Es war nun endlich Alles an Bord, die Anker wurden gelichtet, und das Schiff fuhr mit geschwellten Segeln auf hohem Meere dahin, immer der aufsteigenden Morgensonne entgegen. Die isländischen Seeleute sangen freudige Lieder in's immer heller werdende Himmelblau empor, vieles Geflügel kreiste in wechselnden Schwingungen über den Häuptern der Reisenden, wie um ihnen noch zu guterletzt Geleit und Abschiedsgruß vom Lande nachzubringen.
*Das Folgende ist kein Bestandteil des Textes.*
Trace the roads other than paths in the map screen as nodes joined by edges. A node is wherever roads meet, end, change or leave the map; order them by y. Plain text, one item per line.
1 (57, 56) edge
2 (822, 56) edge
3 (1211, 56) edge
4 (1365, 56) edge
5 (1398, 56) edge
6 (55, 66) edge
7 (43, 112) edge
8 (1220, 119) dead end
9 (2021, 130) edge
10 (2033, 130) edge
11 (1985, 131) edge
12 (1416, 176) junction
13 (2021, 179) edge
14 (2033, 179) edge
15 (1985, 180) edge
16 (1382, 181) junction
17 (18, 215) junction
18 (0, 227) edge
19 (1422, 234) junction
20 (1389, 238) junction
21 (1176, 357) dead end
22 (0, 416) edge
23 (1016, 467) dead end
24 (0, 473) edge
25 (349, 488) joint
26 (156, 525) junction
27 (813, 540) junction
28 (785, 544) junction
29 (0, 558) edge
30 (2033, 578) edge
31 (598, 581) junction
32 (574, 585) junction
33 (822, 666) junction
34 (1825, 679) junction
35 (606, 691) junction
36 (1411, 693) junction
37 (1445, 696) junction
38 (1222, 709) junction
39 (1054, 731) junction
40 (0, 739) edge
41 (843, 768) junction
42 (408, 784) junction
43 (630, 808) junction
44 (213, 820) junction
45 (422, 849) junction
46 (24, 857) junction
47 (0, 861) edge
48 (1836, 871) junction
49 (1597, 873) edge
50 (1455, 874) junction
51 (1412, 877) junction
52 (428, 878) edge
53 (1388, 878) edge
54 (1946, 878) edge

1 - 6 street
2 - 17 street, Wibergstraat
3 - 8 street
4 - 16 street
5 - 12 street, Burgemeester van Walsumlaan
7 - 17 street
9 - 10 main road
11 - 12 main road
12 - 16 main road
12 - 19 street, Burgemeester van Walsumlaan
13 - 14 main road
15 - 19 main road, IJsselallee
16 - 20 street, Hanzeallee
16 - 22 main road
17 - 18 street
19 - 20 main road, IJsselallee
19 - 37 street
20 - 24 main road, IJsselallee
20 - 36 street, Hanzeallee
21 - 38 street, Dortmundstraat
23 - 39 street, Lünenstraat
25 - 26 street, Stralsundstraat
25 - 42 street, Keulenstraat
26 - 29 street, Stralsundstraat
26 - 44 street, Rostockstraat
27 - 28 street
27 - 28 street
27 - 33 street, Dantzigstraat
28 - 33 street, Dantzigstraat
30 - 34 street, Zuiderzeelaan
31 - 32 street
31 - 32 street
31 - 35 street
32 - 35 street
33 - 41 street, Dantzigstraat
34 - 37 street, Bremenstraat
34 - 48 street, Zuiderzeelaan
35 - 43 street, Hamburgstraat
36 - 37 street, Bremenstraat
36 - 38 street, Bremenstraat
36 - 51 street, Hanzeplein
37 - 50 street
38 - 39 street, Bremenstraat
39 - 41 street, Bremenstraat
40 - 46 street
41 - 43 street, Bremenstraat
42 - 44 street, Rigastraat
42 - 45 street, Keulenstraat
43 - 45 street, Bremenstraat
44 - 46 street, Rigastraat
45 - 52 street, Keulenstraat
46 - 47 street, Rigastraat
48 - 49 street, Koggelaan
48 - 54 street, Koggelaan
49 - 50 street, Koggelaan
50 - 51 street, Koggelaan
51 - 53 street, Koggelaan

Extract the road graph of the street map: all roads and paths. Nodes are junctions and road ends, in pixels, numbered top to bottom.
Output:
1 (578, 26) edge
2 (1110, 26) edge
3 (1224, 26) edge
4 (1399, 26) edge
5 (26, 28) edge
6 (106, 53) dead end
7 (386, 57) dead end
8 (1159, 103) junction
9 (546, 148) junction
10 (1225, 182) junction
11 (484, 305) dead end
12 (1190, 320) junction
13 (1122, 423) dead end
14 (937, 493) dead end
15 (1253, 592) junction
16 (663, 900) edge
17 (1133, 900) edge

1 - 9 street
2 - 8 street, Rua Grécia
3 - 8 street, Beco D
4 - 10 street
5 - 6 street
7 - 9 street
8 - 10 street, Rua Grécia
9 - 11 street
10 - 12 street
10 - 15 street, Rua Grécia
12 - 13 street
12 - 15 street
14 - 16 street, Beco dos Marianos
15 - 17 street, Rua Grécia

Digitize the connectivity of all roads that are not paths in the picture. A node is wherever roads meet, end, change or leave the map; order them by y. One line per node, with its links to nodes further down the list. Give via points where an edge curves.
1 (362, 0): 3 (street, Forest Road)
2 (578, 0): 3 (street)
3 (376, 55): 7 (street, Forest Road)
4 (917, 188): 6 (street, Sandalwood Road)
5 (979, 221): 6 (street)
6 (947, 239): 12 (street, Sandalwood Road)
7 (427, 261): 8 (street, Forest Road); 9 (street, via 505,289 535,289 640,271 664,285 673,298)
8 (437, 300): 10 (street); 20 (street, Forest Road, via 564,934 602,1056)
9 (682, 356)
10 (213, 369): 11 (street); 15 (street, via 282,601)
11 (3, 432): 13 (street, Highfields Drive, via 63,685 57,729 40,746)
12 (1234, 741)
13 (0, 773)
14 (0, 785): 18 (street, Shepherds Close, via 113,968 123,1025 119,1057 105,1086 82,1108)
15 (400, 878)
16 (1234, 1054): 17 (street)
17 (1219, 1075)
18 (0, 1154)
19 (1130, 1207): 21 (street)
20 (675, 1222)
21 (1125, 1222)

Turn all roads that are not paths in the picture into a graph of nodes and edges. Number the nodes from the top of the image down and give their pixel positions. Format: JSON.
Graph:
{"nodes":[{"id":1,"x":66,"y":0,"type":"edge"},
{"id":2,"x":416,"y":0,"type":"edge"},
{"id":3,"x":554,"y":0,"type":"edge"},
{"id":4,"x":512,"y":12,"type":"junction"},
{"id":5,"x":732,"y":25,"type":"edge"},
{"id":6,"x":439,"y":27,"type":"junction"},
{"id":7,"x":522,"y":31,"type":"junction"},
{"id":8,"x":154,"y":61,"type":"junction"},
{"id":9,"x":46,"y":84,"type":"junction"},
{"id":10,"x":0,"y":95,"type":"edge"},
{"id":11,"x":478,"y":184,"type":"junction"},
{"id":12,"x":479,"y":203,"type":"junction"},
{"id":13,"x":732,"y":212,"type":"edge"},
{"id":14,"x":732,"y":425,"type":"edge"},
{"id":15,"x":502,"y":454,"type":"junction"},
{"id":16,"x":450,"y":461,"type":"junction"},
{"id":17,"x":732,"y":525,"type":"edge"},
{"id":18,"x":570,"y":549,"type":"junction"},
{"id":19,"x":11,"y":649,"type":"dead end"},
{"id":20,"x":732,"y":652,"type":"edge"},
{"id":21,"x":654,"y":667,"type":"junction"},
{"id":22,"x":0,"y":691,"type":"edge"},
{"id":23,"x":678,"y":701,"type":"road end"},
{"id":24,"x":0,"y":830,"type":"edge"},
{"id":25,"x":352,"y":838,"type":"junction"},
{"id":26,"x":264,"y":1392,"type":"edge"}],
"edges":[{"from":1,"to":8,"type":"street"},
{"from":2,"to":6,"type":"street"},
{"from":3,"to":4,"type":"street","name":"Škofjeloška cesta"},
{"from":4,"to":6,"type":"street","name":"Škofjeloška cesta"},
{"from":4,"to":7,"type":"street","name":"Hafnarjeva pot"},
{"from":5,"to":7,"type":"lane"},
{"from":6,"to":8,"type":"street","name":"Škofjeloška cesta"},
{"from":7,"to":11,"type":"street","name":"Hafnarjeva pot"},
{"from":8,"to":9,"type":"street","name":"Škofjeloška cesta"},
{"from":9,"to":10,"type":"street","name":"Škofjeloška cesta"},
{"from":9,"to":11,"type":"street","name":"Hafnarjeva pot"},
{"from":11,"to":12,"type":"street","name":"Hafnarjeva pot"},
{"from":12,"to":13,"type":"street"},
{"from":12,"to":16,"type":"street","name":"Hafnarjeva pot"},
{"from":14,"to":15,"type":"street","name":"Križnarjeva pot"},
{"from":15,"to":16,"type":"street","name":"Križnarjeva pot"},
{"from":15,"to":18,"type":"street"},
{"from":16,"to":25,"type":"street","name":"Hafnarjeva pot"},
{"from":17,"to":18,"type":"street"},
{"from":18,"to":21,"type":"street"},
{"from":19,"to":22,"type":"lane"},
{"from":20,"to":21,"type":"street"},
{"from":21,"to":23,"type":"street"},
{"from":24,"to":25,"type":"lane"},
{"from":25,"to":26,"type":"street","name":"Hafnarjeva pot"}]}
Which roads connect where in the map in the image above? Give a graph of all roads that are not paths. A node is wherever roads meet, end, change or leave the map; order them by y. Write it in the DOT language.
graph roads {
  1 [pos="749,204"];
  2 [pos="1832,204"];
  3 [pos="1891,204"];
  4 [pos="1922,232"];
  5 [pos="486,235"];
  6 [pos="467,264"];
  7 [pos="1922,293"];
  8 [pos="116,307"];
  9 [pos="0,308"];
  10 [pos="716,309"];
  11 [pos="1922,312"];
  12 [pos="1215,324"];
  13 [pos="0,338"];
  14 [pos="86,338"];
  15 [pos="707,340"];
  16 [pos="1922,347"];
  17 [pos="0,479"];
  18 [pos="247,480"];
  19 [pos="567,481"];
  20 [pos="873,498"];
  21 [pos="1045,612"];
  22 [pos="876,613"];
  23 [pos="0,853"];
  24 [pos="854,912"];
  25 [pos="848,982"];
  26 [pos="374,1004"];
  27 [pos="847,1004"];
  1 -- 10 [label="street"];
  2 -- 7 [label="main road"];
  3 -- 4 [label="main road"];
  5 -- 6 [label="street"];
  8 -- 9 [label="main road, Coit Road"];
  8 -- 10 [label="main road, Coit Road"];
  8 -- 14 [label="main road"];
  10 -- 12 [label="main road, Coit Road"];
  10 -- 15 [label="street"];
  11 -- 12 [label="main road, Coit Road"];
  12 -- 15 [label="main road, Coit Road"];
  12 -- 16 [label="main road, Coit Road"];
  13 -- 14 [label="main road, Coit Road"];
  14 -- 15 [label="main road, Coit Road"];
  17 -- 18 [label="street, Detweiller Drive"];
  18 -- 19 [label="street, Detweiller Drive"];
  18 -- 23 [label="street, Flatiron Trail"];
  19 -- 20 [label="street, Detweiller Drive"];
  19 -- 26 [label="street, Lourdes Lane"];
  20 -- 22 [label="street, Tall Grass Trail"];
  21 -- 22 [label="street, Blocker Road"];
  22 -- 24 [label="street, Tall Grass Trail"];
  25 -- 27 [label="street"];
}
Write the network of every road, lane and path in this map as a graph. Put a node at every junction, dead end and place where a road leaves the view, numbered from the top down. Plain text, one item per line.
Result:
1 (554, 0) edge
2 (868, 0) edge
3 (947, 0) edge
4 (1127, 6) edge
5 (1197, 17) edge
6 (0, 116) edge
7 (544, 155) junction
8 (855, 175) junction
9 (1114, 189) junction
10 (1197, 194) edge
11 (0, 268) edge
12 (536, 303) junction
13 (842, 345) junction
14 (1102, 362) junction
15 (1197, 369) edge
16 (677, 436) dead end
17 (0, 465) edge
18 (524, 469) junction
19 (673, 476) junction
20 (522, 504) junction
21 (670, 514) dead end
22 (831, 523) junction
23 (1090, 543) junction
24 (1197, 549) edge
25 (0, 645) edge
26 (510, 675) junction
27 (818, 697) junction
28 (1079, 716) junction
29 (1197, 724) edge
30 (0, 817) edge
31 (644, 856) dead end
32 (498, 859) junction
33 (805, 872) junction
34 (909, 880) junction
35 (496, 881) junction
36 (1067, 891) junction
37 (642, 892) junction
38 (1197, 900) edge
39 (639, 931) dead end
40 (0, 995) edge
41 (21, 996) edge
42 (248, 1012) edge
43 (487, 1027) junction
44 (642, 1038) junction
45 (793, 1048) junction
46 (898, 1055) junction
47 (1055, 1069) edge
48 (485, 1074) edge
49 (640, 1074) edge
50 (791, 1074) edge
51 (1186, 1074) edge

Alle waren sehr vergnügt; nur Malgherita, die zwischen Thiodolf und ihrem Eheherrn am Steuer saß – der junge Führer hatte beschlossen, es selten aus seiner eignen Hand zu lassen – schauete bisweilen ängstlich hin und her, und je lichter der Tag heraufstieg, je sorgsamer ließ sie ihre schönen Augen auf dem Verdeck umherstreifen.

»Was fehlt Euch denn, mein zartes Frauenbild?« fragte der Steurer endlich. »Ihr scheinet etwas zu vermissen auf unsrer Fahrt.«

»Ach nein, Thiodolf, entgegnete sie, »ich vermisse nichts. Vielmehr fürchte ich mich, etwas zu erblicken, was ich lieber mein ganzes Leben lang nicht vor Augen bekommen möchte, ich weiß, Ihr seyd ein guter, freundlicher Mensch, und man kann frey heraus mit Euch reden, in unsern heimathlichen Landen, seht Ihr, erzählen sie allgemein, Ihr Heiden könntet niemahlen zur See fahren, ohne entsetzliche Götzenbilder mit Euch zu nehmen, und davor fürcht' ich mich nun so gar sehr. Es muß doch ein grauenvoller Anblick seyn.«

»Grau'nvoller Anblick!« lachte Thiodolf. »Das möcht' ich nun doch wissen! Da, seht Ihr die großen Hammer dorten am Vordertheil des Schiffes? Das ist der Asathorshammer. Zu dem opfern und rufen wir bisweilen. Das ist die ganze Geschichte.«

»Ach, Ihr wollt mir es nur verhehlen,« sagte Malgherita. »Wo wären denn Machmud, und Apoll und Trevisant, die gräßlichen Beherrscher aller Heidenschaft?«

Thiodolf lachte noch herzlicher, und sagte: »Ihr mögt mir bey Euch zu Land das wohl hübsch zusammenführen, was Ihr Heidenschaft zu nennen pflegt. Ob es bey andern Völkern dergleichen Gottheiten gibt, wie Ihr eben genannt habt, weiß ich nicht, denk' es jedoch wohl mit der Zeit auf meinen Zügen zu erfahren. Was aber uns betrifft, wir wissen von alldergleichen wunderlichen Nahmen nichts.«

»Um Gott,« rief Malgherita, »woran glaubt Ihr denn? Ihr müßt doch an irgend etwas glauben.«

»Freilich,« sagte Thiodolf. »Wir glauben an den Heldenvater Odin, und an seinen gestorbenen Gottsohn Baldur, und an alle großen Asen; auch an den herrlichen Allvater, der über Alles in Allem Befehl führen wird, wenn erst die Welt in Feuer vergangen ist.«

»Freund,« sagte Malgherita, sich zu Pietro wendend, »kommt es dir nicht vor, als stammle ein Kind an den Geheimnissen unsres seligmachenden Glaubens?«

Pietro neigte nachdenklich bejahend sein Haupt, und die drey Reisegenossen hatten fürderhin noch öfter Gespräche desselben Inhaltes, aber immer kam etwas dazwischen, welches sie auf andere Dinge zurückrief; bald ein Schiff, welches sich in blauer Ferne wahrnehmen ließ, und davon man nicht wissen konnte, ob es befreundet oder feindlich zu behandeln sey, bald ein Zagen Malgheritens über irgend etwas Unerwartetes am Himmel oder in der Fluth, oder auch wohl ein verliebtes Getändel Pietro's, wenn er seine holde Ehefrau mir einer der schönen Heidengöttinnen verglich, von welchen Thiodolf erzählte.